Slow Living for the Winter Months

Winter is a season of hibernation, and while in our modern world we might be encouraged to keep pushing on and maintain a frantic pace, knitting can teach us to embrace the slowness of the season in a myriad of ways. While there are so many reasons to take up knitting, slowing down, practicing patience and taking time out for ourselves is a key benefit of this wonderful craft. And this is a mindset with implications that go way beyond knitting. This Winter, I want to encourage you to find ways to opt out of the constant hustle, to mirror the natural world in finding moments of stillness, slowness, and rest. This will look different for everyone, but I hope you can find some inspiration in these ideas!


Our systems are naturally more sluggish in Winter and intense exercise may not feel good this time of year. On the flipside, we may be tempted to withdraw indoors and totally hide from the cold (I’m certainly guilty of this). But winter certainly has its own beauty and getting out for a walk is the perfect way to keep moving while also taking in the unique scenery at this time of year. Remember to wrap up in all your woolly clothes – this is where being a knitter comes in handy!

If you’re trying to slow down and be present in the moment, there’s nothing that interrupts that peace like the buzzing of notifications reminding you of the things you haven’t done, the people you need to reply to and the unending flow of news. And we don’t need to retire to an off-grid cabin to gain a little bit of that solitude back for ourselves. Sometimes, just putting our phone away on silent for one day, or even 1 hour can make a world of difference. You might not realise how much of a stress it was until you try going without it! 

tree bread

Slow living isn’t about convenience, it’s about considering what we may have lost in the rush towards convenience. Sure, we can buy a loaf of bread from the shops, just like we can buy machine-knitted clothing, but we’ll miss out on the slow satisfaction of the process. I love baking sourdough for this very reason. I tend to my bread over the course of three days, letting time do the work of fermentation, and reaping the flavour and nutritional benefits in the final produc (shown in my latest bake above!). If you’re looking for a new challenge, why not give it a try? You can learn to make a starter here and a beginner’s loaf here. Or if you just want to dip your toes in, you could stick to a simple loaf with yeast, such as this one. 

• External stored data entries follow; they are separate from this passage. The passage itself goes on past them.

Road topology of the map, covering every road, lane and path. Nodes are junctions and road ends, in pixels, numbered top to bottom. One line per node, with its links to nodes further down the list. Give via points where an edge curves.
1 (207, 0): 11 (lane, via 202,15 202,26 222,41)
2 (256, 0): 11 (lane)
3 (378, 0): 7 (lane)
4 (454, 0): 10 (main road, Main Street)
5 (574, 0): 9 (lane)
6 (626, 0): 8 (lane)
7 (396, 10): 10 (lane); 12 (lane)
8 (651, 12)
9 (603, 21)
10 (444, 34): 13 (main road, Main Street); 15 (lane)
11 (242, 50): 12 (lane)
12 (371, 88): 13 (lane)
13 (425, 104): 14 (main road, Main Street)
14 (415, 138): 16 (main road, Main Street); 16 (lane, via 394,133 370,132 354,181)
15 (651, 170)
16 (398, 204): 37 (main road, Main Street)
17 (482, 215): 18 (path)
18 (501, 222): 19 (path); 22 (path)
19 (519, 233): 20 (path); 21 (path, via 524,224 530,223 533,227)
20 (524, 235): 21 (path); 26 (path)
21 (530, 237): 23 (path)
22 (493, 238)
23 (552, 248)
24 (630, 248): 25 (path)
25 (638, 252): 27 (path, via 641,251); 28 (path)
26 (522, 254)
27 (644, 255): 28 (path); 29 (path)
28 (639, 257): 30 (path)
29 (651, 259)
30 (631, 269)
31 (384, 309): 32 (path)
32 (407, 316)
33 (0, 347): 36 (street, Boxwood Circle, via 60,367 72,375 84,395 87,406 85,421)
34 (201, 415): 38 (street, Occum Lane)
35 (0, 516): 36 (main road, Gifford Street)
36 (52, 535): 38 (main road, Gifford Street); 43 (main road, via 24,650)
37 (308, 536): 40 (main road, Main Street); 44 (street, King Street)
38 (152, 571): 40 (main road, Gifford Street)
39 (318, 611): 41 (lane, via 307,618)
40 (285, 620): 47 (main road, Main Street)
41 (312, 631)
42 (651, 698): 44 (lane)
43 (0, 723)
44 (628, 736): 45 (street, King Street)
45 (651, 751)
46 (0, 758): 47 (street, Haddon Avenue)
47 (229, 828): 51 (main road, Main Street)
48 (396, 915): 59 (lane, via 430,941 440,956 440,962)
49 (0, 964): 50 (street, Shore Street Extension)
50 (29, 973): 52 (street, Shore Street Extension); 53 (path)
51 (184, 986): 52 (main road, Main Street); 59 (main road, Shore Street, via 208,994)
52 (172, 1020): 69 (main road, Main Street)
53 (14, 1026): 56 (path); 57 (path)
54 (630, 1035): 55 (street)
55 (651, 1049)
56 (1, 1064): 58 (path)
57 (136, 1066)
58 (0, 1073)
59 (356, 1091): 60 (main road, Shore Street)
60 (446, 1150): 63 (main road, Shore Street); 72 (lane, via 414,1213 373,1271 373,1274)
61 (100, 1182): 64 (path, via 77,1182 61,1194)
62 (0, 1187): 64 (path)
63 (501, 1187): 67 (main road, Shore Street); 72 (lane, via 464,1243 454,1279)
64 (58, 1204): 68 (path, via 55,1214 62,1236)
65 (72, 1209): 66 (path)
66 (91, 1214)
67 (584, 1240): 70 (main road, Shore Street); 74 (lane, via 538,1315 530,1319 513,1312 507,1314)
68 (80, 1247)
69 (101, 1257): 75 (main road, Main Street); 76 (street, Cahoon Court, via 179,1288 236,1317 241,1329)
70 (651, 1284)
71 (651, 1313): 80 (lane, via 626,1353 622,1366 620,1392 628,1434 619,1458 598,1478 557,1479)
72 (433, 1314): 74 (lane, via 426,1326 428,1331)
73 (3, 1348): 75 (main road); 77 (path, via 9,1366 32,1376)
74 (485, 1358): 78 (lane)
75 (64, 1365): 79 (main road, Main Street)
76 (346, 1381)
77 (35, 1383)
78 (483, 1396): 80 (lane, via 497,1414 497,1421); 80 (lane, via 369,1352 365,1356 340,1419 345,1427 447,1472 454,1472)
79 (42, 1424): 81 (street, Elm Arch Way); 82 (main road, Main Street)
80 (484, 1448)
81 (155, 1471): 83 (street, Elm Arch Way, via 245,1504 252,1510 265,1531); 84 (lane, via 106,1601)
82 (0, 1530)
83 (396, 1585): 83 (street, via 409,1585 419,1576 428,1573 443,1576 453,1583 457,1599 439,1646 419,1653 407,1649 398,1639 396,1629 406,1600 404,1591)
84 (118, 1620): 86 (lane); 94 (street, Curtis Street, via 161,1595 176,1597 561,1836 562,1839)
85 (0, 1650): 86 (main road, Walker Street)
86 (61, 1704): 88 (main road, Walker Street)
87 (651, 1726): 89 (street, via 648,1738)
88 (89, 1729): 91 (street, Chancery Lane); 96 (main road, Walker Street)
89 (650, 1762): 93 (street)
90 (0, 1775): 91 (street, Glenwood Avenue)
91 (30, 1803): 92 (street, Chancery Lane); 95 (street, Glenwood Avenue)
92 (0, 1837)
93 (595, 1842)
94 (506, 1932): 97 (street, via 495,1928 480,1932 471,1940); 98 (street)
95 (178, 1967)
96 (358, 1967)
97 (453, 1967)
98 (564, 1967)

With shorter days and longer nights, there is a reason we’re often more tired in Winter! And this isn’t necessarily something we need to push through or ignore. Taking the time to get the rest we need doesn’t make us lazy, and as cyclical creatures, that rest will look different at different times of the year. So, if you can, lean into it a little. Set the alarm a little later, sleep in a bit at the weekend, curl up in bed with a hot water bottle a little bit earlier than you would in Summer. Your energy will thank you!

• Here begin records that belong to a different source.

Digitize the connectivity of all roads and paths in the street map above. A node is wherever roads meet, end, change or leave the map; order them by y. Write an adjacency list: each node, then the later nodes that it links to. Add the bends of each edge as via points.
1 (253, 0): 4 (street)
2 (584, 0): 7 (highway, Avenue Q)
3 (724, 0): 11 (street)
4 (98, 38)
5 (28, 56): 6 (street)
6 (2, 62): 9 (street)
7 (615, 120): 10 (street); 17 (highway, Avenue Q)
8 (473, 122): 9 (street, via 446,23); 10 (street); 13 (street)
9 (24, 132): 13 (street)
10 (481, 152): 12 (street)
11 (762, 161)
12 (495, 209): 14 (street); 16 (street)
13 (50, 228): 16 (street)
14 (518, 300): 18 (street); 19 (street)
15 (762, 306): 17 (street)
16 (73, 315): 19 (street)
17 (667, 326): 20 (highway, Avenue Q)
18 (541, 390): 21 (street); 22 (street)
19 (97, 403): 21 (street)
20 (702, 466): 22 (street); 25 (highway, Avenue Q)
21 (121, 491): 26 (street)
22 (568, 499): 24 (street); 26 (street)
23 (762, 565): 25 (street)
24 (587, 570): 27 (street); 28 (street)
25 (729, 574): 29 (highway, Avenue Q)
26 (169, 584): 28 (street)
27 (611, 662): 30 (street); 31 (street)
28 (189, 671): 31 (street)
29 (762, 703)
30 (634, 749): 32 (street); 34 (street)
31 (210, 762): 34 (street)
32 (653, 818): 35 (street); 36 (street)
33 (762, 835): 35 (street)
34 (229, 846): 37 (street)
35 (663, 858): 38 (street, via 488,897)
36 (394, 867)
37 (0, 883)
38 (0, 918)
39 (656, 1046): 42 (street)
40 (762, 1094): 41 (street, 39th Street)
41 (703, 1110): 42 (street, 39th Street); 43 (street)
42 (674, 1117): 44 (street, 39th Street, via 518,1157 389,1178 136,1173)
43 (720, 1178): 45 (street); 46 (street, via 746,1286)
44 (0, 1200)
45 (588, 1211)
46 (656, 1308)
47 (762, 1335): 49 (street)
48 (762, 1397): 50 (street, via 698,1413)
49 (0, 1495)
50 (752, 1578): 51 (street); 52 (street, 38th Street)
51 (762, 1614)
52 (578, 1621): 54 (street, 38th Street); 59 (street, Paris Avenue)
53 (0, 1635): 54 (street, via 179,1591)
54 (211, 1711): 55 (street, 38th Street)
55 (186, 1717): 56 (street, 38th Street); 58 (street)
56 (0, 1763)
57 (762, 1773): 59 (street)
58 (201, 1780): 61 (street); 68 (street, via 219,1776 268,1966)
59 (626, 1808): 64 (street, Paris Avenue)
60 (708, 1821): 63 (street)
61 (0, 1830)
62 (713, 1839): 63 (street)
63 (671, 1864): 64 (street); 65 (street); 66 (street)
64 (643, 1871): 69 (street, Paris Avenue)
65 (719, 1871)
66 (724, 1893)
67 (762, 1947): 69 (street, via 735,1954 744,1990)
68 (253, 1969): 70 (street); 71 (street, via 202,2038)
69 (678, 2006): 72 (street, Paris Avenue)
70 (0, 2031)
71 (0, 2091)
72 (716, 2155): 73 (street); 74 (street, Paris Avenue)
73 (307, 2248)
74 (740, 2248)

Slowing down is a pre-condition for self-reflection. If we’re constantly caught up in the rush, we deny ourselves the opportunity to think about how we really feel and what we really need and want from our lives. Winter is a natural time to turn inwards to do this work and journaling is a great way to get going. Even taking ten minutes a day to sit down with a pen and paper and only our thoughts for company can be a game changer! And if you’re looking to reflect on your knitting practice, check out my article: Journaling Prompts for Mindful Knitters. 


There’s something special about treating yourself to something you might normally wait for other people to do! And time by ourselves allows us to sit with our thoughts and in a way we can’t in company. So go on, head out to your favourite cafe, find a cosy corner and, while you’re sitting there, maybe challenge yourself not to occupy yourself with your phone or anything else. Take some time to sit, sip slowly and savour your warm drink of choice, notice your surroundings and engage in some people watching.

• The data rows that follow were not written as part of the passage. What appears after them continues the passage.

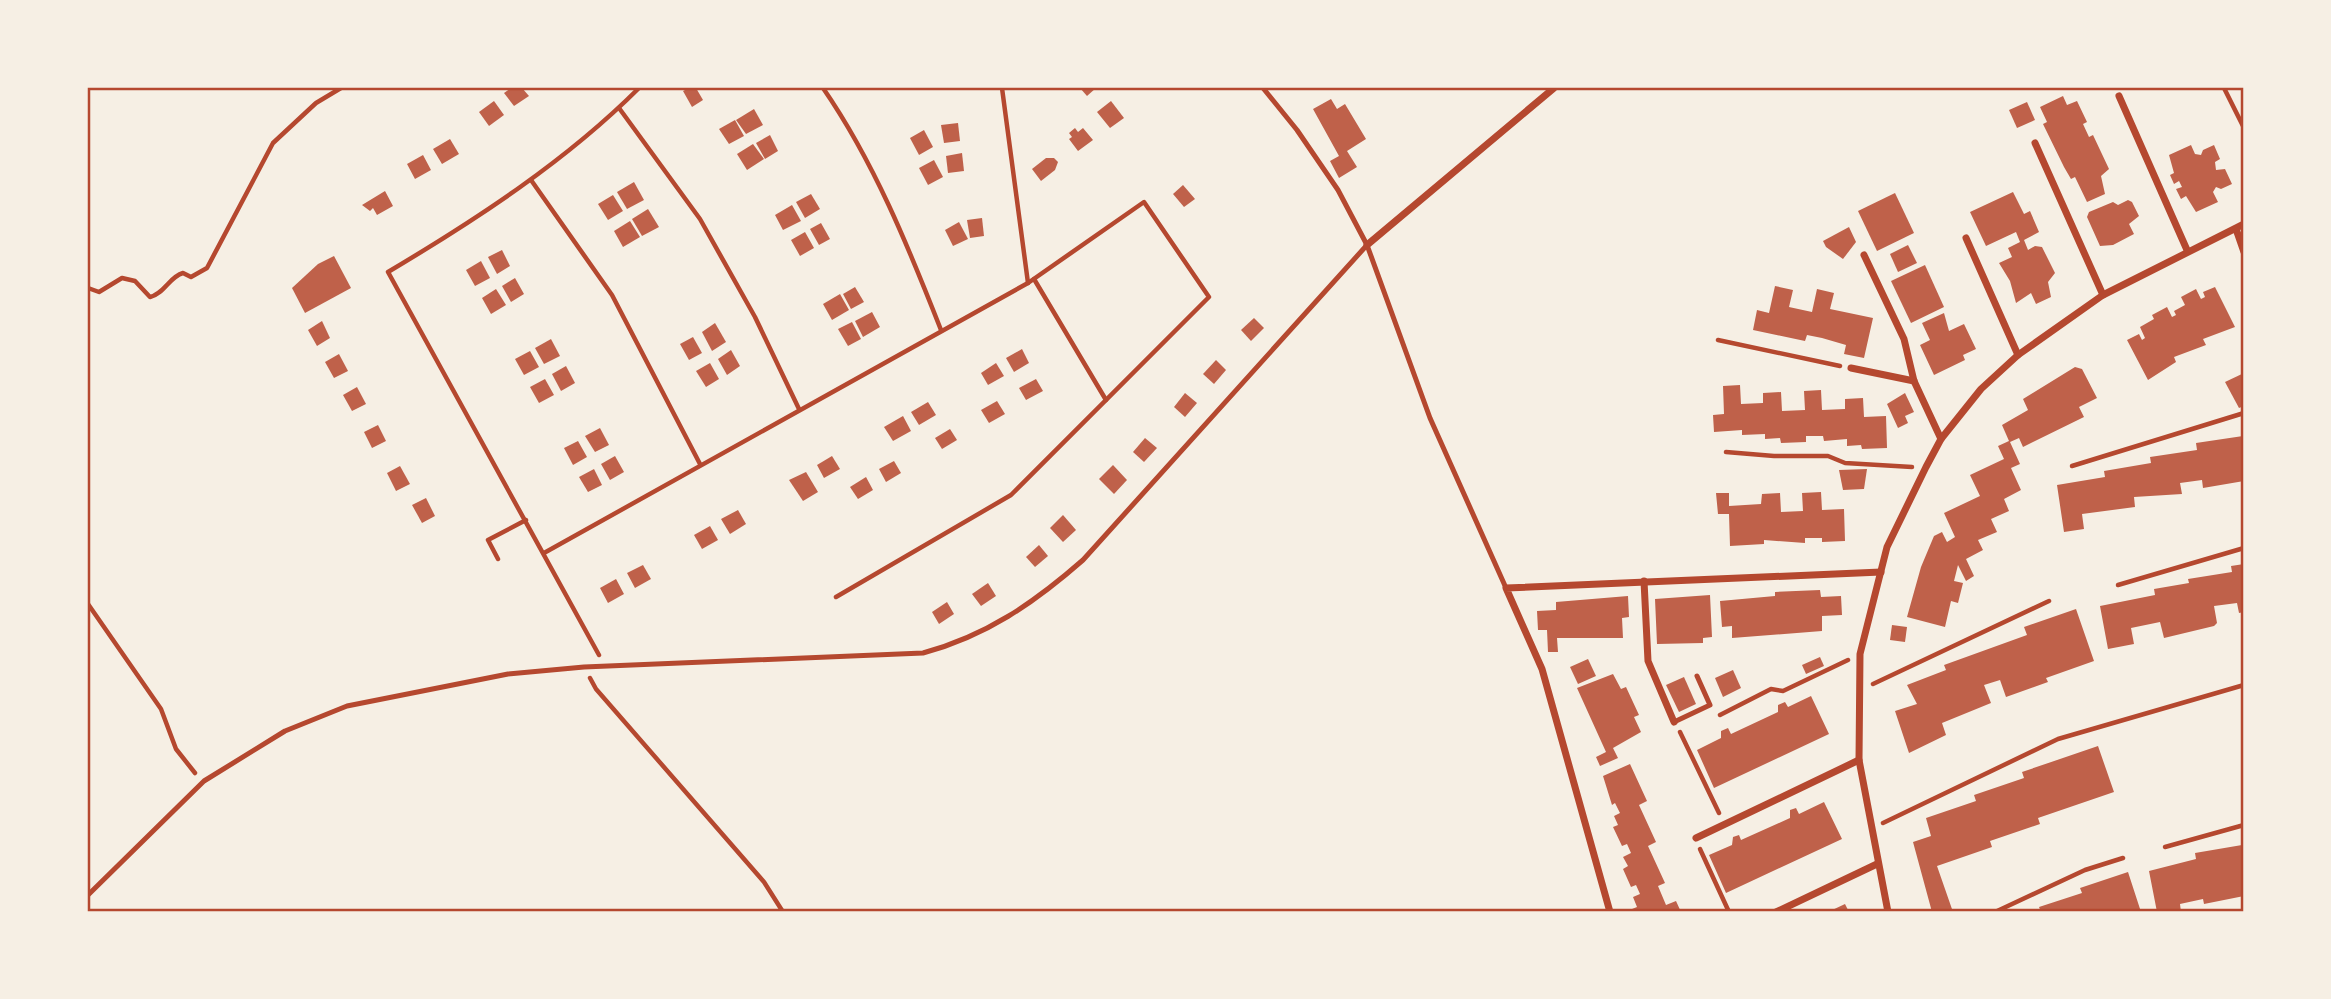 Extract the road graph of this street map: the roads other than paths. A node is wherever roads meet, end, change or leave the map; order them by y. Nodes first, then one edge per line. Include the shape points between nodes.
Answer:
1 (1263, 88) edge
2 (1554, 88) edge
3 (2119, 96) dead end
4 (2035, 143) dead end
5 (2240, 226) edge
6 (1966, 238) dead end
7 (1367, 245) junction
8 (2187, 250) junction
9 (2244, 253) edge
10 (1864, 255) dead end
11 (2103, 295) junction
12 (2018, 355) junction
13 (1851, 368) road end
14 (1914, 381) junction
15 (1941, 439) junction
16 (1881, 572) junction
17 (1644, 581) junction
18 (1506, 588) junction
19 (1697, 676) dead end
20 (1674, 722) joint
21 (1859, 760) junction
22 (1696, 838) road end
23 (1877, 864) junction
24 (88, 895) edge
25 (1609, 912) edge
26 (1776, 912) edge
27 (1888, 912) edge

1 - 7 lane via 1338,190
2 - 7 street
3 - 8 street
4 - 11 street
5 - 8 street
5 - 9 street
6 - 12 street
7 - 18 lane via 1430,418
7 - 24 lane via 1083,560 1045,594 1000,623 962,642 923,653 604,665 485,677 347,706 285,731 204,781
8 - 11 street
10 - 14 street via 1904,339
11 - 12 street
12 - 15 street via 1981,389
13 - 14 street
14 - 15 street
15 - 16 street via 1887,548
16 - 17 street
16 - 21 street via 1860,654
17 - 18 street
17 - 20 street via 1648,661
18 - 25 street via 1542,669
19 - 20 lane via 1710,705
21 - 22 street
21 - 23 street
23 - 26 street
23 - 27 street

Lighting a candle is a wonderful winter ritual, for cold early mornings or evenings cosied up inside. Aside from the atmosphere it creates, the act of taking the time to create some ambiance and perhaps taking a few minutes to watch the flame can be a moment of self-care and mindfulness that you carve out of your day. Our favourite candles are from The Botanical Candle Co. and The Mindful Apothecary, though if you’re feeling crafty, you could make your own! Mix equal parts beeswax and coconut oil in a double boiler, add any essential oils you fancy, and pour into an old jar with a wick in (wooden wicks are my favourite for the crackle).

Slow living isn’t about doing all the things, just at a slightly slower pace. It’s about tuning into and getting clear on our priorities, to the aspects of our life that we find more or less meaningful. Nobody can, or should, “have it all.” Sometimes it’s about turning something down to get some much-needed you-time or time for the people who bring you joy. By letting some expectations and obligations fall by the wayside, we can make more time for the things and the people that matter most to us and we can spend that time less stressed and more present!

What are you favourite ways to slow down and stay present during the Winter months? Do you have any special rituals or routines? Let us know in the comments! 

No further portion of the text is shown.